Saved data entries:
————

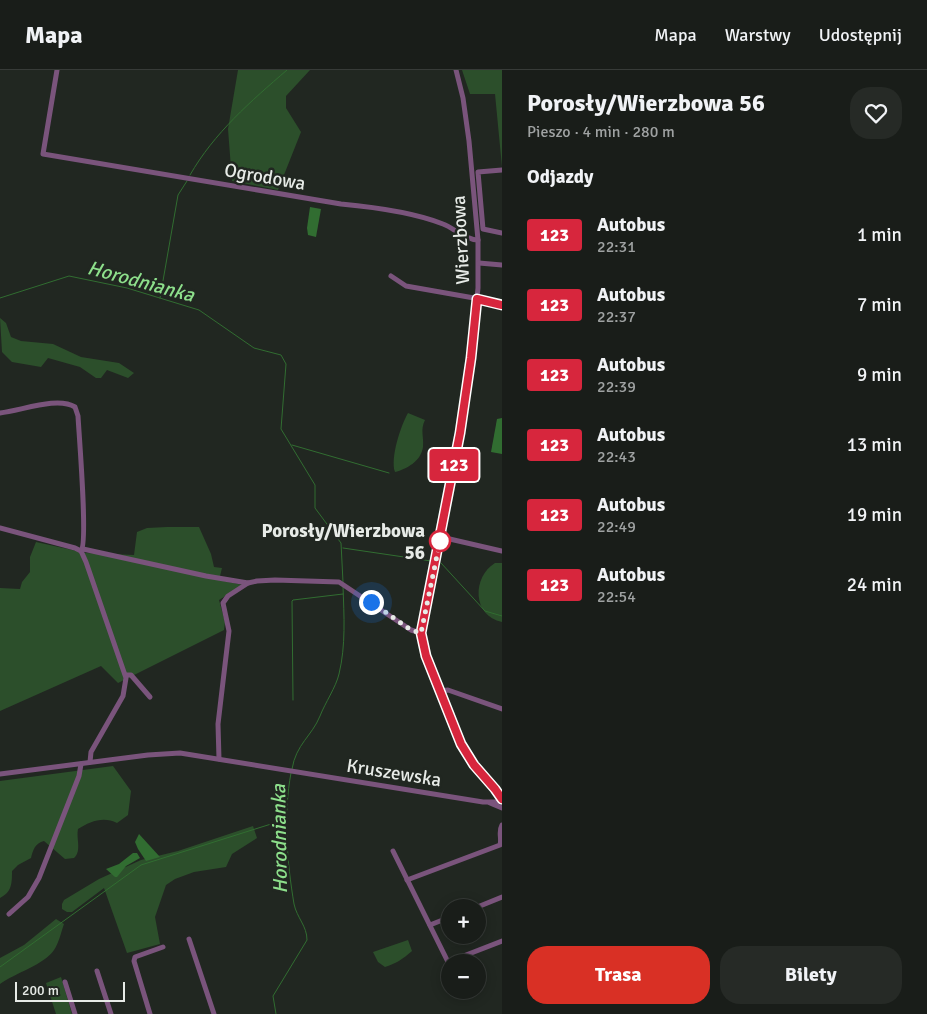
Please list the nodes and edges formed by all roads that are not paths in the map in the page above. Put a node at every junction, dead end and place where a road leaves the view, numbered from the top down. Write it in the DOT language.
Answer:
graph roads {
  1 [pos="57,70"];
  2 [pos="456,70"];
  3 [pos="502,170"];
  4 [pos="475,172"];
  5 [pos="477,229"];
  6 [pos="483,229"];
  7 [pos="502,233"];
  8 [pos="478,240"];
  9 [pos="479,263"];
  10 [pos="502,265"];
  11 [pos="391,276"];
  12 [pos="477,299"];
  13 [pos="502,305"];
  14 [pos="0,413"];
  15 [pos="0,528"];
  16 [pos="441,537"];
  17 [pos="82,550"];
  18 [pos="502,551"];
  19 [pos="248,583"];
  20 [pos="421,633"];
  21 [pos="126,675"];
  22 [pos="440,691"];
  23 [pos="150,697"];
  24 [pos="502,709"];
  25 [pos="219,759"];
  26 [pos="90,762"];
  27 [pos="81,764"];
  28 [pos="0,774"];
  29 [pos="495,789"];
  30 [pos="502,793"];
  31 [pos="502,800"];
  32 [pos="489,802"];
  33 [pos="502,808"];
  34 [pos="502,824"];
  35 [pos="393,851"];
  36 [pos="407,880"];
  37 [pos="502,897"];
  38 [pos="486,904"];
  39 [pos="9,914"];
  40 [pos="441,921"];
  41 [pos="430,925"];
  42 [pos="190,939"];
  43 [pos="502,941"];
  44 [pos="163,947"];
  45 [pos="444,954"];
  46 [pos="472,954"];
  47 [pos="97,971"];
  48 [pos="65,982"];
  49 [pos="75,1014"];
  50 [pos="111,1014"];
  51 [pos="150,1014"];
  52 [pos="214,1014"];
  1 -- 8 [label="street, Ogrodowa"];
  2 -- 4 [label="street, Wierzbowa"];
  3 -- 4 [label="street"];
  4 -- 5 [label="street, Wierzbowa"];
  4 -- 6 [label="street"];
  5 -- 6 [label="street"];
  5 -- 8 [label="street, Wierzbowa"];
  6 -- 7 [label="street"];
  8 -- 9 [label="street, Wierzbowa"];
  9 -- 10 [label="street"];
  9 -- 12 [label="street, Wierzbowa"];
  11 -- 12 [label="street"];
  12 -- 13 [label="street"];
  12 -- 16 [label="street, Wierzbowa"];
  14 -- 17 [label="street"];
  15 -- 17 [label="street"];
  16 -- 18 [label="street"];
  16 -- 20 [label="street, Wierzbowa"];
  17 -- 19 [label="street"];
  17 -- 21 [label="street"];
  19 -- 20 [label="street"];
  19 -- 25 [label="street"];
  20 -- 22 [label="street"];
  21 -- 23 [label="street"];
  21 -- 26 [label="street"];
  22 -- 24 [label="street"];
  22 -- 29 [label="street"];
  25 -- 26 [label="street, Kruszewska"];
  25 -- 32 [label="street, Kruszewska"];
  26 -- 27 [label="street, Kruszewska"];
  27 -- 28 [label="street, Kruszewska"];
  27 -- 39 [label="street"];
  29 -- 30 [label="street"];
  29 -- 31 [label="street"];
  29 -- 32 [label="street"];
  31 -- 32 [label="street, Kruszewska"];
  32 -- 33 [label="street, Kruszewska"];
  34 -- 36 [label="street"];
  35 -- 36 [label="street"];
  36 -- 41 [label="street"];
  37 -- 38 [label="street"];
  40 -- 41 [label="street"];
  41 -- 45 [label="street"];
  42 -- 52 [label="street"];
  43 -- 46 [label="street"];
  44 -- 51 [label="street"];
  47 -- 50 [label="street"];
  48 -- 49 [label="street"];
}
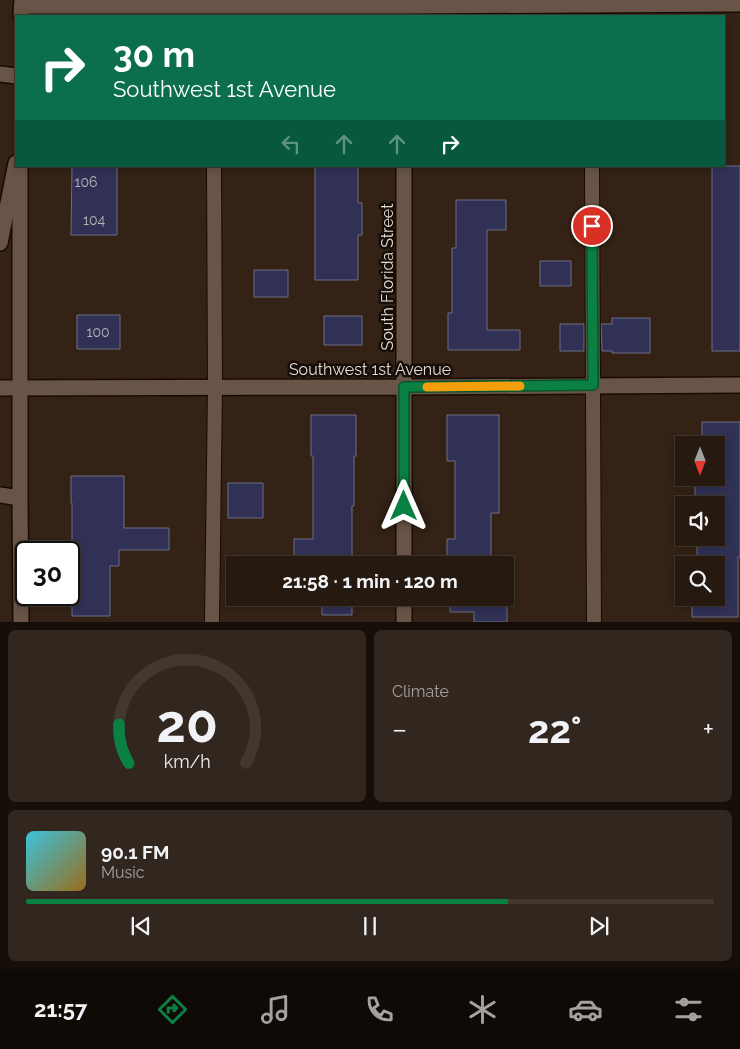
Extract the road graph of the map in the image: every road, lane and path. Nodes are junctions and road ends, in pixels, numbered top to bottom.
1 (740, 4) edge
2 (592, 7) edge
3 (22, 8) edge
4 (213, 8) edge
5 (404, 8) edge
6 (0, 74) edge
7 (15, 76) edge
8 (15, 167) edge
9 (20, 167) edge
10 (214, 167) edge
11 (404, 167) edge
12 (592, 167) edge
13 (0, 243) edge
14 (740, 384) edge
15 (593, 385) junction
16 (215, 387) junction
17 (404, 387) junction
18 (0, 388) edge
19 (20, 388) junction
20 (0, 495) edge
21 (20, 498) junction
22 (404, 556) edge
23 (404, 606) edge
24 (21, 622) edge
25 (212, 622) edge
26 (404, 622) edge
27 (594, 622) edge

1 - 2 street
2 - 5 street
3 - 4 street
4 - 5 street
6 - 7 street
8 - 13 street
9 - 19 street
10 - 16 lane
11 - 17 street, South Florida Street
12 - 15 lane
14 - 15 street, Southwest 1st Avenue
15 - 17 street, Southwest 1st Avenue
15 - 27 lane
16 - 17 street, Southwest 1st Avenue
16 - 19 street, Southwest 1st Avenue
16 - 25 lane
17 - 22 street, South Florida Street
18 - 19 street, Southwest 1st Avenue
19 - 21 street
20 - 21 street
21 - 24 street
23 - 26 street

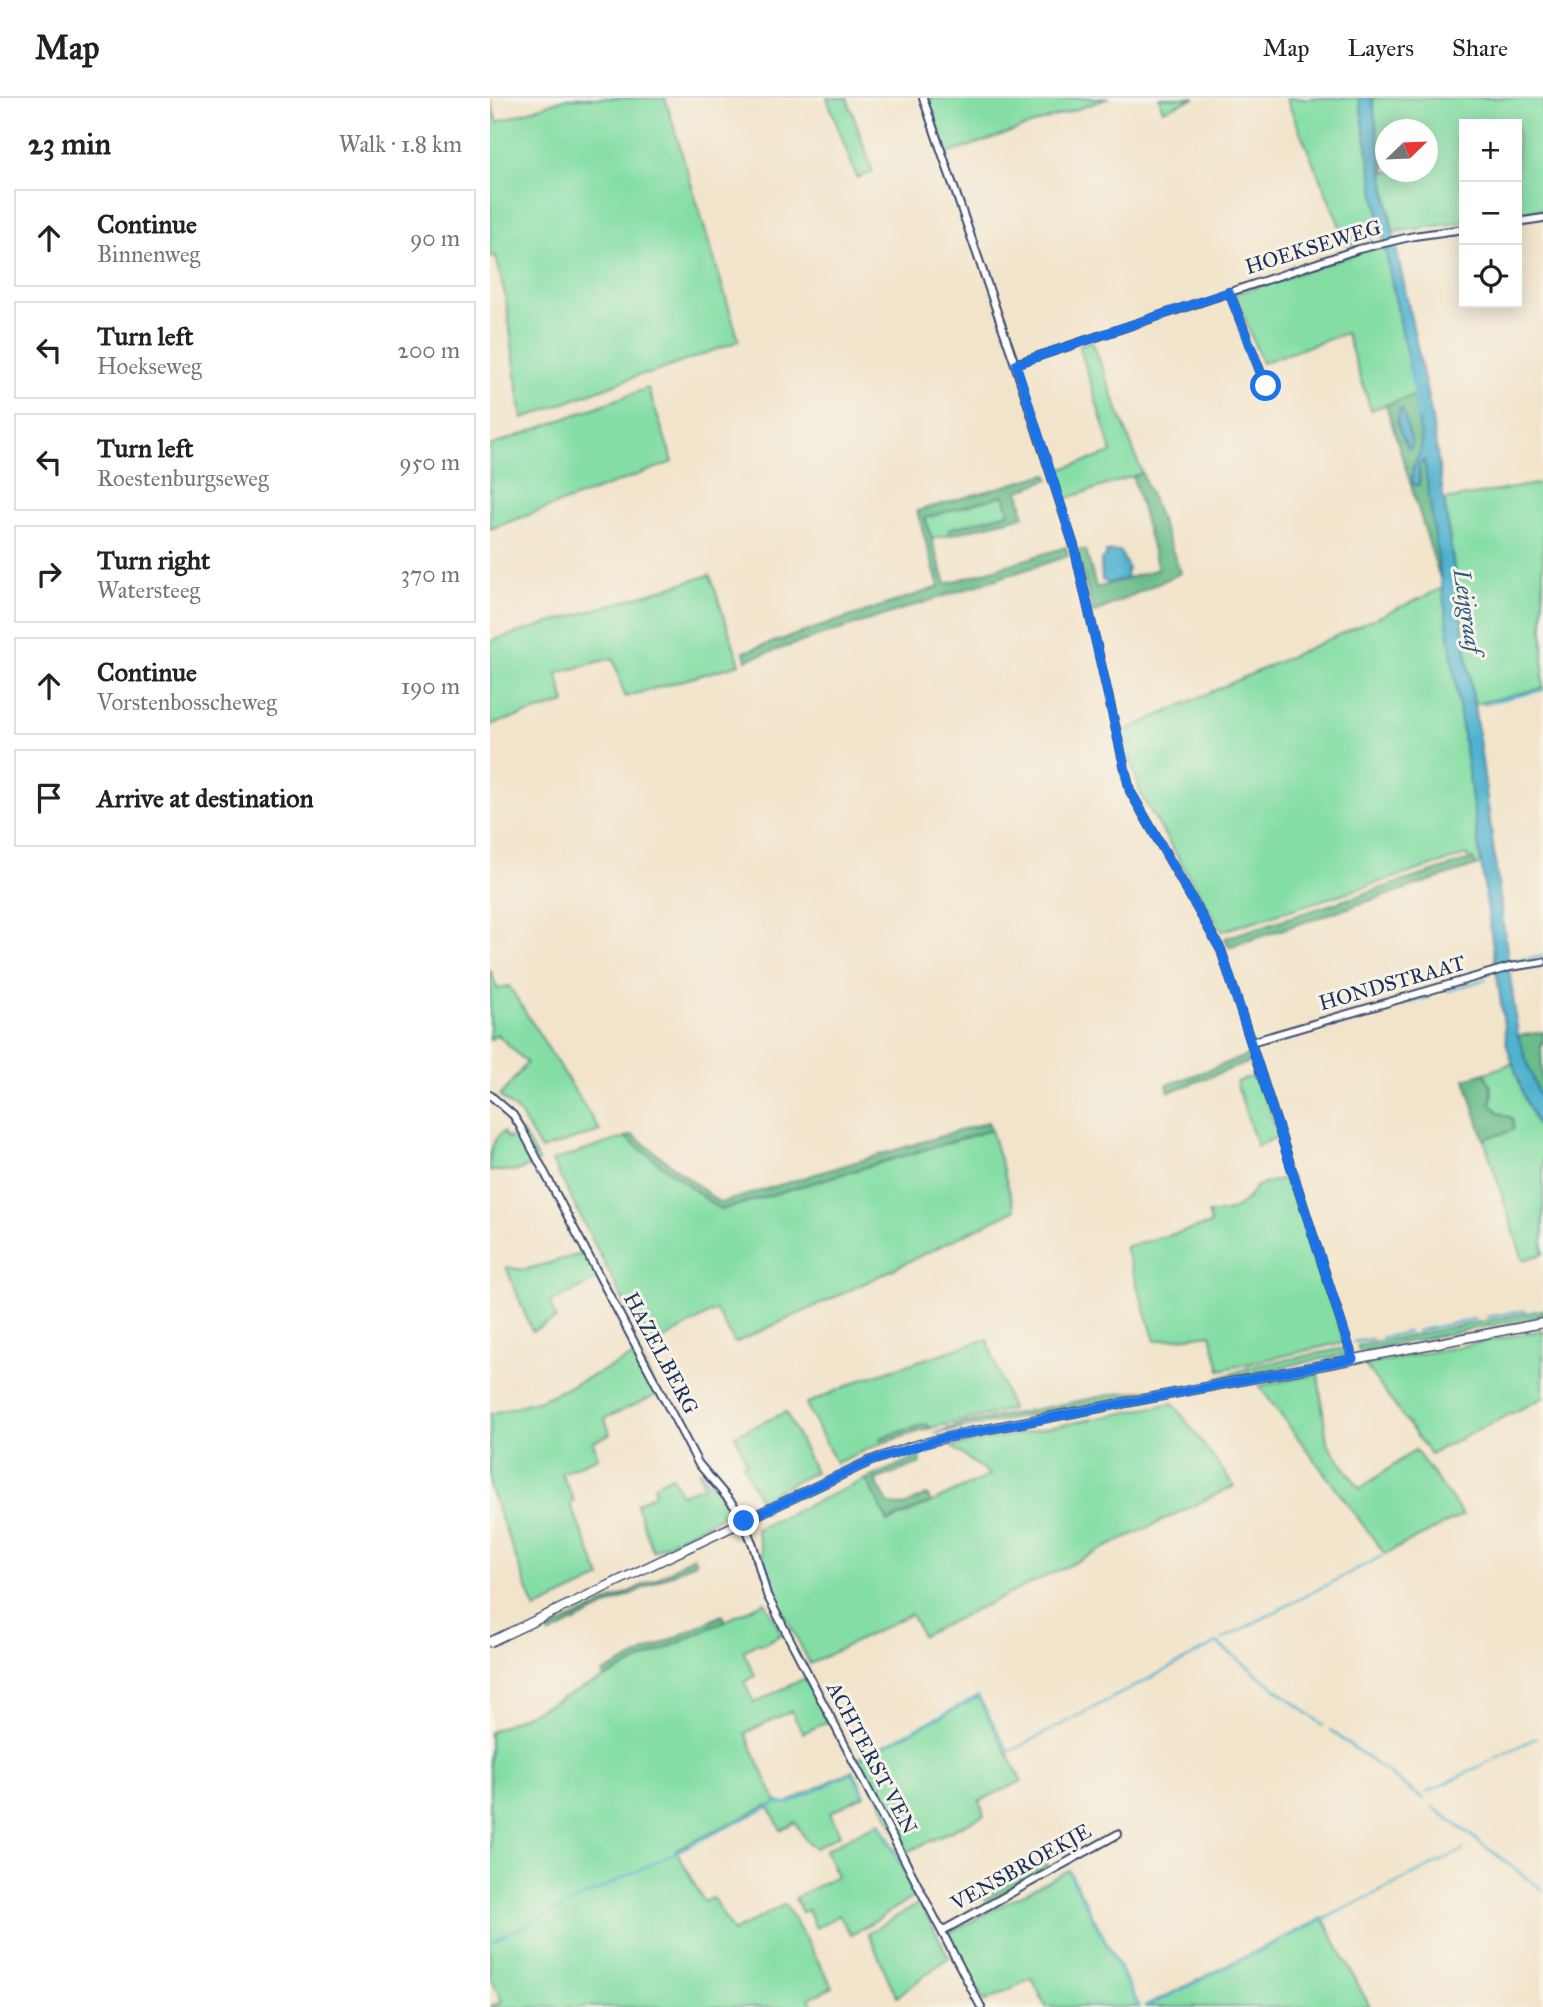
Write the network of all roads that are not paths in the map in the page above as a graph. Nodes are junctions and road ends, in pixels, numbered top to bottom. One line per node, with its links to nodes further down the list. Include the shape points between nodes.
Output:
1 (923, 98): 6 (street)
2 (1543, 218): 3 (street)
3 (1522, 221)
4 (1459, 230): 5 (street, HOEKSEWEG, via 1380,243)
5 (1229, 292): 6 (street, HOEKSEWEG); 7 (street)
6 (1016, 364): 9 (street, via 1074,546 1130,791 1221,950)
7 (1266, 386)
8 (1543, 962): 9 (street, HONDSTRAAT, via 1494,971)
9 (1251, 1042): 12 (street)
10 (490, 1095): 13 (street, HAZELBERG, via 520,1126 698,1463)
11 (1543, 1323): 12 (street)
12 (1353, 1359): 13 (street, via 943,1438 870,1461)
13 (744, 1521): 14 (street); 16 (street, ACHTERST VEN, via 767,1595)
14 (490, 1642)
15 (1118, 1834): 16 (street, VENSBROEKJE)
16 (942, 1931): 17 (street, ACHTERST VEN)
17 (981, 2007)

————

EXERCISE BRIEF:
What is needed is a word-for-word copy of the records above, excluding pictures.

SOLUTION TO THE PROBLEM:
Please list the nodes and edges formed by all roads that are not paths in the map in the page above. Put a node at every junction, dead end and place where a road leaves the view, numbered from the top down. Write it in the DOT language.
Answer:
graph roads {
  1 [pos="57,70"];
  2 [pos="456,70"];
  3 [pos="502,170"];
  4 [pos="475,172"];
  5 [pos="477,229"];
  6 [pos="483,229"];
  7 [pos="502,233"];
  8 [pos="478,240"];
  9 [pos="479,263"];
  10 [pos="502,265"];
  11 [pos="391,276"];
  12 [pos="477,299"];
  13 [pos="502,305"];
  14 [pos="0,413"];
  15 [pos="0,528"];
  16 [pos="441,537"];
  17 [pos="82,550"];
  18 [pos="502,551"];
  19 [pos="248,583"];
  20 [pos="421,633"];
  21 [pos="126,675"];
  22 [pos="440,691"];
  23 [pos="150,697"];
  24 [pos="502,709"];
  25 [pos="219,759"];
  26 [pos="90,762"];
  27 [pos="81,764"];
  28 [pos="0,774"];
  29 [pos="495,789"];
  30 [pos="502,793"];
  31 [pos="502,800"];
  32 [pos="489,802"];
  33 [pos="502,808"];
  34 [pos="502,824"];
  35 [pos="393,851"];
  36 [pos="407,880"];
  37 [pos="502,897"];
  38 [pos="486,904"];
  39 [pos="9,914"];
  40 [pos="441,921"];
  41 [pos="430,925"];
  42 [pos="190,939"];
  43 [pos="502,941"];
  44 [pos="163,947"];
  45 [pos="444,954"];
  46 [pos="472,954"];
  47 [pos="97,971"];
  48 [pos="65,982"];
  49 [pos="75,1014"];
  50 [pos="111,1014"];
  51 [pos="150,1014"];
  52 [pos="214,1014"];
  1 -- 8 [label="street, Ogrodowa"];
  2 -- 4 [label="street, Wierzbowa"];
  3 -- 4 [label="street"];
  4 -- 5 [label="street, Wierzbowa"];
  4 -- 6 [label="street"];
  5 -- 6 [label="street"];
  5 -- 8 [label="street, Wierzbowa"];
  6 -- 7 [label="street"];
  8 -- 9 [label="street, Wierzbowa"];
  9 -- 10 [label="street"];
  9 -- 12 [label="street, Wierzbowa"];
  11 -- 12 [label="street"];
  12 -- 13 [label="street"];
  12 -- 16 [label="street, Wierzbowa"];
  14 -- 17 [label="street"];
  15 -- 17 [label="street"];
  16 -- 18 [label="street"];
  16 -- 20 [label="street, Wierzbowa"];
  17 -- 19 [label="street"];
  17 -- 21 [label="street"];
  19 -- 20 [label="street"];
  19 -- 25 [label="street"];
  20 -- 22 [label="street"];
  21 -- 23 [label="street"];
  21 -- 26 [label="street"];
  22 -- 24 [label="street"];
  22 -- 29 [label="street"];
  25 -- 26 [label="street, Kruszewska"];
  25 -- 32 [label="street, Kruszewska"];
  26 -- 27 [label="street, Kruszewska"];
  27 -- 28 [label="street, Kruszewska"];
  27 -- 39 [label="street"];
  29 -- 30 [label="street"];
  29 -- 31 [label="street"];
  29 -- 32 [label="street"];
  31 -- 32 [label="street, Kruszewska"];
  32 -- 33 [label="street, Kruszewska"];
  34 -- 36 [label="street"];
  35 -- 36 [label="street"];
  36 -- 41 [label="street"];
  37 -- 38 [label="street"];
  40 -- 41 [label="street"];
  41 -- 45 [label="street"];
  42 -- 52 [label="street"];
  43 -- 46 [label="street"];
  44 -- 51 [label="street"];
  47 -- 50 [label="street"];
  48 -- 49 [label="street"];
}
Extract the road graph of the map in the image: every road, lane and path. Nodes are junctions and road ends, in pixels, numbered top to bottom.
1 (740, 4) edge
2 (592, 7) edge
3 (22, 8) edge
4 (213, 8) edge
5 (404, 8) edge
6 (0, 74) edge
7 (15, 76) edge
8 (15, 167) edge
9 (20, 167) edge
10 (214, 167) edge
11 (404, 167) edge
12 (592, 167) edge
13 (0, 243) edge
14 (740, 384) edge
15 (593, 385) junction
16 (215, 387) junction
17 (404, 387) junction
18 (0, 388) edge
19 (20, 388) junction
20 (0, 495) edge
21 (20, 498) junction
22 (404, 556) edge
23 (404, 606) edge
24 (21, 622) edge
25 (212, 622) edge
26 (404, 622) edge
27 (594, 622) edge

1 - 2 street
2 - 5 street
3 - 4 street
4 - 5 street
6 - 7 street
8 - 13 street
9 - 19 street
10 - 16 lane
11 - 17 street, South Florida Street
12 - 15 lane
14 - 15 street, Southwest 1st Avenue
15 - 17 street, Southwest 1st Avenue
15 - 27 lane
16 - 17 street, Southwest 1st Avenue
16 - 19 street, Southwest 1st Avenue
16 - 25 lane
17 - 22 street, South Florida Street
18 - 19 street, Southwest 1st Avenue
19 - 21 street
20 - 21 street
21 - 24 street
23 - 26 street

Write the network of all roads that are not paths in the map in the page above as a graph. Nodes are junctions and road ends, in pixels, numbered top to bottom. One line per node, with its links to nodes further down the list. Include the shape points between nodes.
Output:
1 (923, 98): 6 (street)
2 (1543, 218): 3 (street)
3 (1522, 221)
4 (1459, 230): 5 (street, HOEKSEWEG, via 1380,243)
5 (1229, 292): 6 (street, HOEKSEWEG); 7 (street)
6 (1016, 364): 9 (street, via 1074,546 1130,791 1221,950)
7 (1266, 386)
8 (1543, 962): 9 (street, HONDSTRAAT, via 1494,971)
9 (1251, 1042): 12 (street)
10 (490, 1095): 13 (street, HAZELBERG, via 520,1126 698,1463)
11 (1543, 1323): 12 (street)
12 (1353, 1359): 13 (street, via 943,1438 870,1461)
13 (744, 1521): 14 (street); 16 (street, ACHTERST VEN, via 767,1595)
14 (490, 1642)
15 (1118, 1834): 16 (street, VENSBROEKJE)
16 (942, 1931): 17 (street, ACHTERST VEN)
17 (981, 2007)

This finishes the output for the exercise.